Monitoring memory access

onlyonemac · Post by **onlyonemac** » Fri Dec 04, 2015 2:18 pm

How can I get the kernel to "monitor" all memory accesses? So like, say I have something where a memory block is given out to a process and then the kernel needs to see when the process writes to that memory block so that it can perform some other action. In particular, I want the kernel to put the write somewhere else instead, so that the original memory block is unaltered (this is to implement an "overlay" system that is transparent to processes, while still allowing them to perform direct memory modification operations rather than having to call a kernel routine themselves). The only approach that I can think of is to essentially deny access to all segments/pages, then when a segmentation fault/page fault occurs have the kernel do whatever memory access the process was trying to do, or whatever other operation is required, however that seems like it would have too big a performance hit. I imagine that something like this could be done on a page-by-page basis, with the kernel deciding which pages it would like to "monitor" and then getting page faults for only those ones, but then memory blocks would have to be multiples of 4 kilobytes which is going to use far too much memory as the design of my operating systems involves processes using a lot of small (in the order of a few bytes) memory blocks.

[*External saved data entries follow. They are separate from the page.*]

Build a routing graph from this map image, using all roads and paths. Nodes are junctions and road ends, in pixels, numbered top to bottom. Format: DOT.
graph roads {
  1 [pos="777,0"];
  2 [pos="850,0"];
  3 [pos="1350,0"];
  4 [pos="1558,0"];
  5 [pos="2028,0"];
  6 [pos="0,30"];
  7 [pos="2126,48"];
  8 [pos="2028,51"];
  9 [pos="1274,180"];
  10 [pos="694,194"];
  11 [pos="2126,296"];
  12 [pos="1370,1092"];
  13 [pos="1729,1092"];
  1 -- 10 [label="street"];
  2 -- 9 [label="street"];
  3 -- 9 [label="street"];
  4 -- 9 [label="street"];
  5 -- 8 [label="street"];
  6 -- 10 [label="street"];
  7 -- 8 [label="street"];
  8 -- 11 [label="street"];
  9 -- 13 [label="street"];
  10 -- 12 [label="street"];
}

EDIT: I *can* require processes to call a kernel routine instead of writing directly, or at least to "tell" the kernel that they want to write and the kernel can then give them an alternative pointer to use, however this is a bit of a problem for two reasons:

It doesn't protect against buggy code which uses the pointer directly, or uses the wrong pointer
In the latter case, processes may say that they want to write when in fact they don't, leading to memory wastage by the kernel allocating more overlay blocks than are necessary (these overlay blocks are also saved to disk in the end, so having too many of them seems like a very bad idea)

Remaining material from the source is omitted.